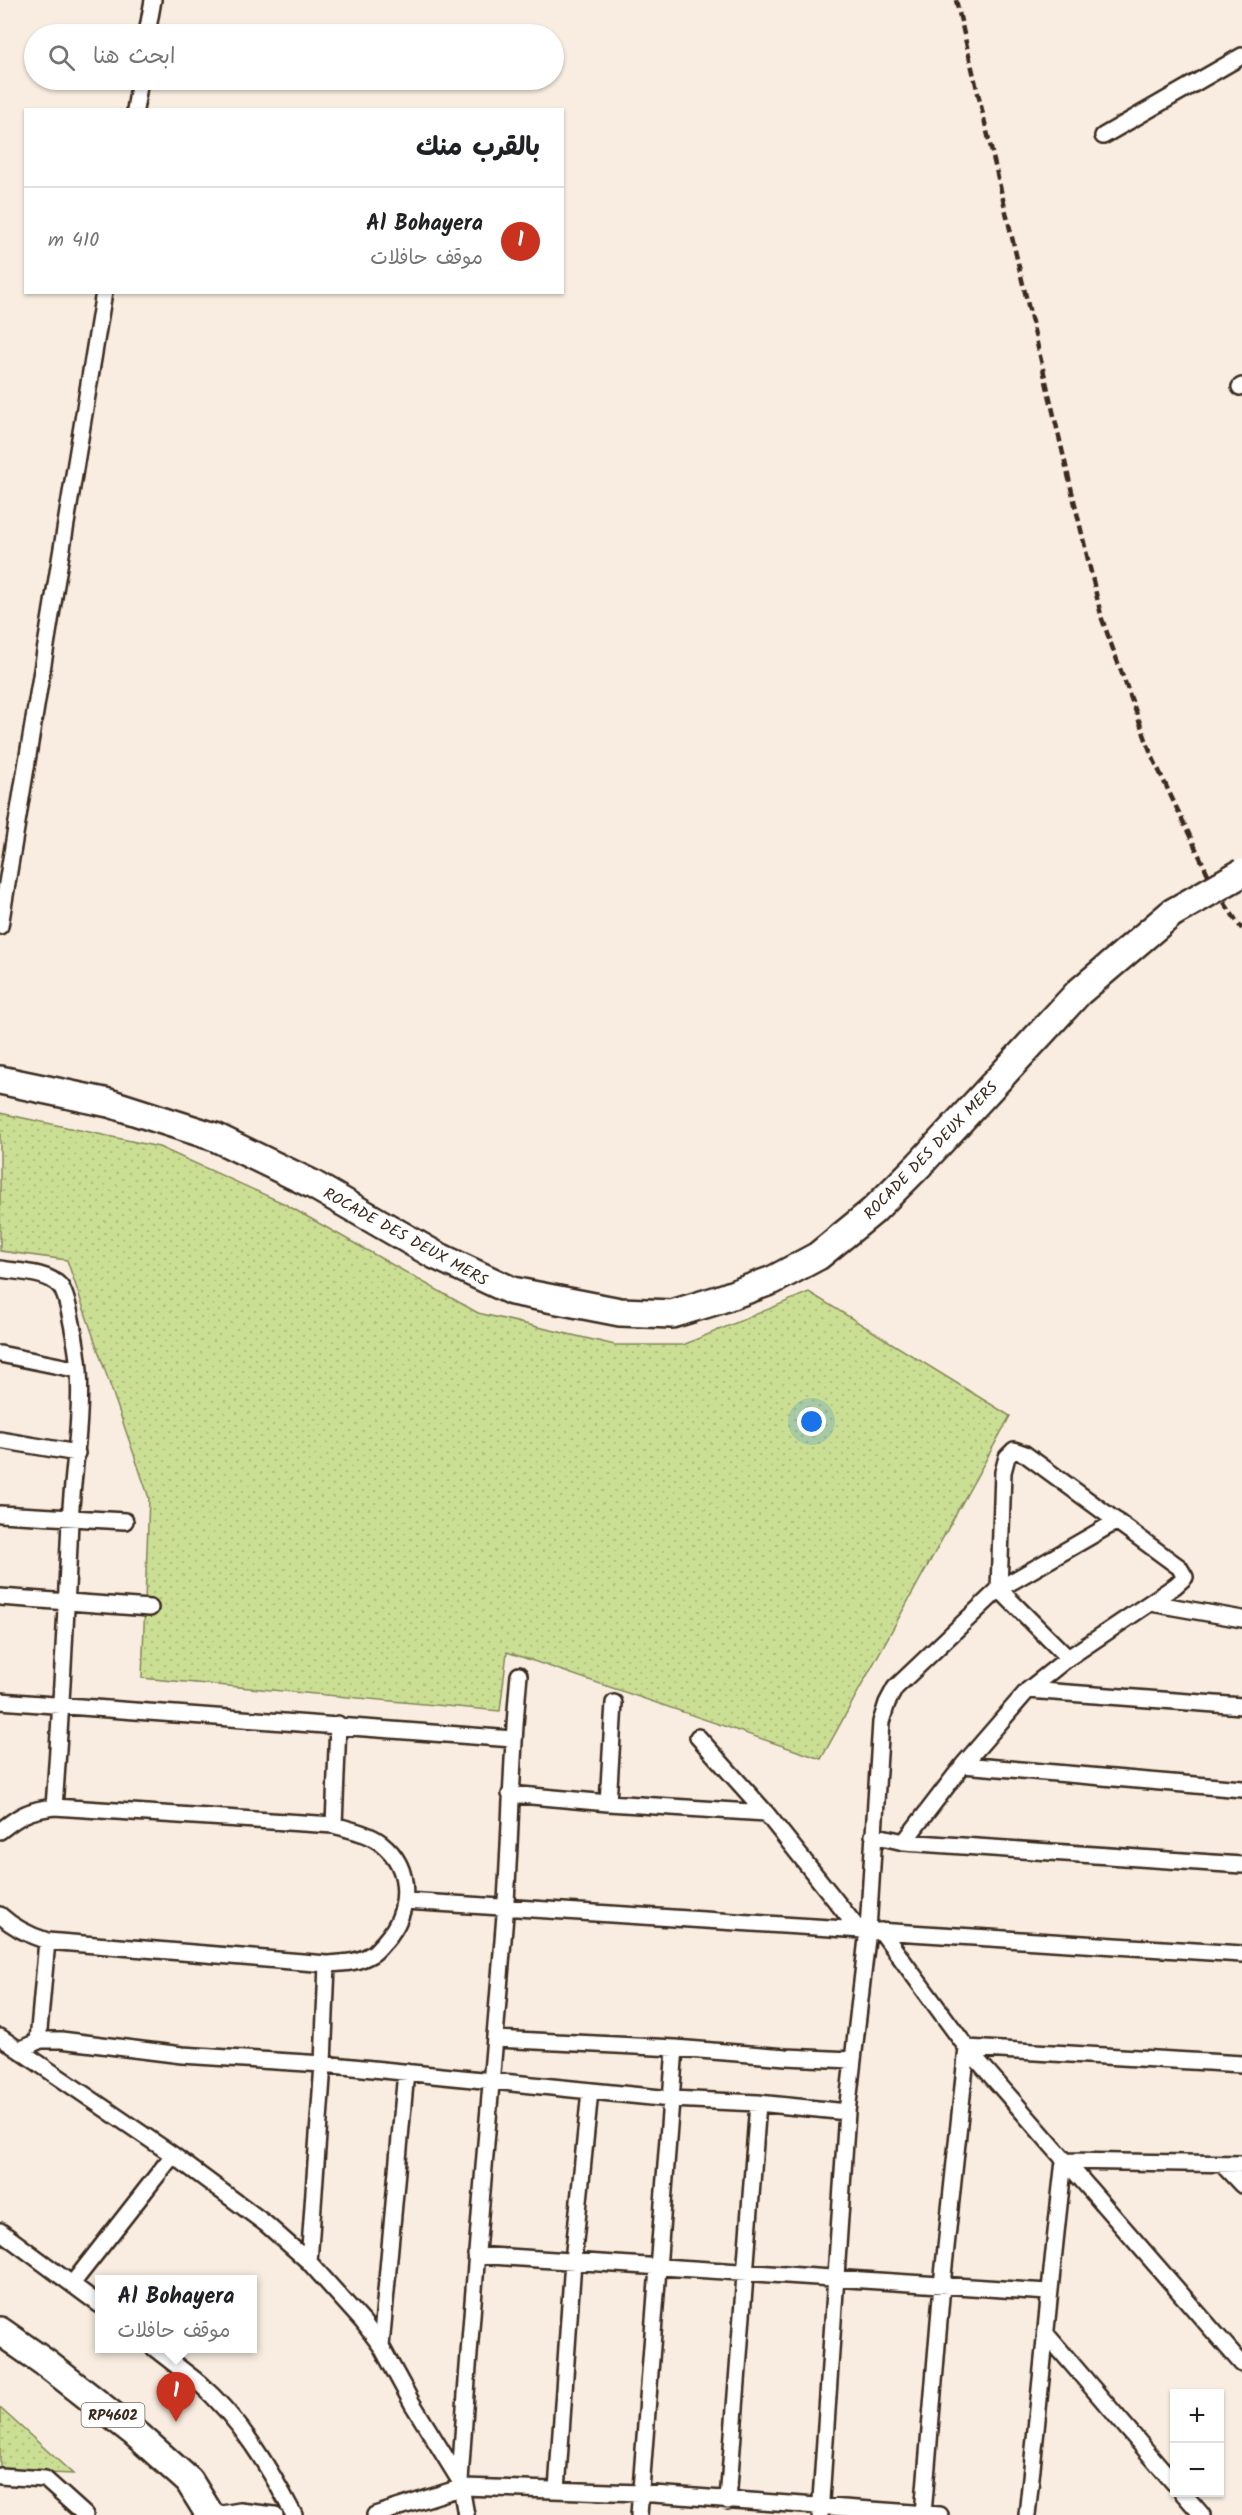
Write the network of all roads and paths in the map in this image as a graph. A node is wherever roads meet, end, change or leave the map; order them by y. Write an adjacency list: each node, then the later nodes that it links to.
1 (153, 0): 2 (street)
2 (149, 24)
3 (1242, 56): 6 (street)
4 (138, 90): 5 (street)
5 (135, 108)
6 (1102, 135)
7 (104, 294): 9 (street)
8 (1242, 873): 10 (highway, ROCADE DES DEUX MERS, bridge)
9 (0, 926)
10 (0, 1080)
11 (0, 1269): 13 (street)
12 (0, 1354): 13 (street)
13 (79, 1370): 15 (street)
14 (0, 1440): 15 (street)
15 (77, 1453): 17 (street)
16 (0, 1514): 17 (street)
17 (70, 1518): 18 (street); 22 (street)
18 (125, 1521)
19 (1117, 1521): 20 (street); 20 (street); 23 (street)
20 (999, 1589): 26 (street); 44 (street)
21 (0, 1597): 22 (street)
22 (68, 1602): 24 (street); 31 (street)
23 (1150, 1603): 25 (street); 26 (street)
24 (150, 1608)
25 (1242, 1619)
26 (1068, 1658): 28 (street)
27 (519, 1675): 35 (street)
28 (1028, 1690): 32 (street); 36 (street)
29 (0, 1701): 31 (street)
30 (614, 1703): 39 (street)
31 (62, 1706): 33 (street); 40 (street)
32 (1242, 1706)
33 (338, 1724): 35 (street); 42 (street)
34 (698, 1737): 41 (street)
35 (513, 1739): 38 (street)
36 (963, 1765): 37 (street); 45 (street)
37 (1242, 1789)
38 (510, 1794): 39 (street); 48 (street)
39 (608, 1803): 41 (street)
40 (54, 1808): 42 (street); 43 (street)
41 (766, 1813): 50 (street)
42 (334, 1825): 47 (street)
43 (0, 1831)
44 (873, 1835): 45 (street); 50 (street)
45 (904, 1842): 46 (street)
46 (1242, 1865)
47 (405, 1901): 48 (street); 53 (street)
48 (505, 1907): 50 (street); 55 (street)
49 (0, 1915): 51 (street)
50 (869, 1930): 52 (street); 58 (street); 60 (street)
51 (47, 1941): 53 (street); 56 (street)
52 (1242, 1954)
53 (327, 1964): 61 (street)
54 (0, 2037): 59 (street)
55 (495, 2039): 57 (street); 64 (street)
56 (38, 2041): 59 (street); 61 (street)
57 (675, 2048): 60 (street); 66 (street)
58 (967, 2048): 62 (street); 70 (street); 82 (street)
59 (19, 2050): 69 (street)
60 (852, 2060): 68 (street)
61 (323, 2064): 63 (street); 77 (street)
62 (1242, 2064)
63 (406, 2072): 64 (street); 87 (street)
64 (490, 2080): 65 (street); 75 (street)
65 (590, 2091): 66 (street); 76 (street)
66 (671, 2099): 67 (street); 78 (street)
67 (758, 2103): 68 (street); 79 (street)
68 (847, 2112): 80 (street)
69 (173, 2155): 77 (street); 81 (street)
70 (1064, 2161): 72 (street); 83 (street); 89 (street)
71 (1242, 2163): 72 (street)
72 (1222, 2164): 73 (street)
73 (1242, 2185)
74 (0, 2231): 81 (street)
75 (476, 2255): 76 (street); 92 (street)
76 (573, 2261): 78 (street); 93 (street)
77 (309, 2262): 87 (street)
78 (659, 2266): 79 (street); 94 (street)
79 (745, 2271): 80 (street); 96 (street)
80 (837, 2278): 82 (street); 97 (street)
81 (72, 2283): 84 (street)
82 (942, 2285): 83 (street); 98 (street)
83 (1048, 2292): 86 (street)
84 (95, 2302)
85 (0, 2331): 100 (highway, RP4602)
86 (1047, 2335): 91 (street); 108 (street)
87 (381, 2346): 92 (street)
88 (159, 2353): 103 (street)
89 (1242, 2364)
90 (0, 2476): 99 (street)
91 (1170, 2478)
92 (461, 2484): 93 (street); 104 (street); 105 (street)
93 (557, 2490): 94 (street)
94 (640, 2493): 96 (street); 106 (street)
95 (1186, 2497): 109 (street)
96 (728, 2500): 97 (street)
97 (820, 2512): 98 (street)
98 (923, 2514): 107 (street)
99 (85, 2515)
100 (210, 2515)
101 (216, 2515): 102 (street)
102 (275, 2515)
103 (294, 2515)
104 (375, 2515)
105 (466, 2515)
106 (639, 2515)
107 (940, 2515)
108 (1027, 2515)
109 (1202, 2515)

--------

**Task brief**
Report all lines of the data that include the word "highway".

**Solution to the exercise**
8 (1242, 873): 10 (highway, ROCADE DES DEUX MERS, bridge)
85 (0, 2331): 100 (highway, RP4602)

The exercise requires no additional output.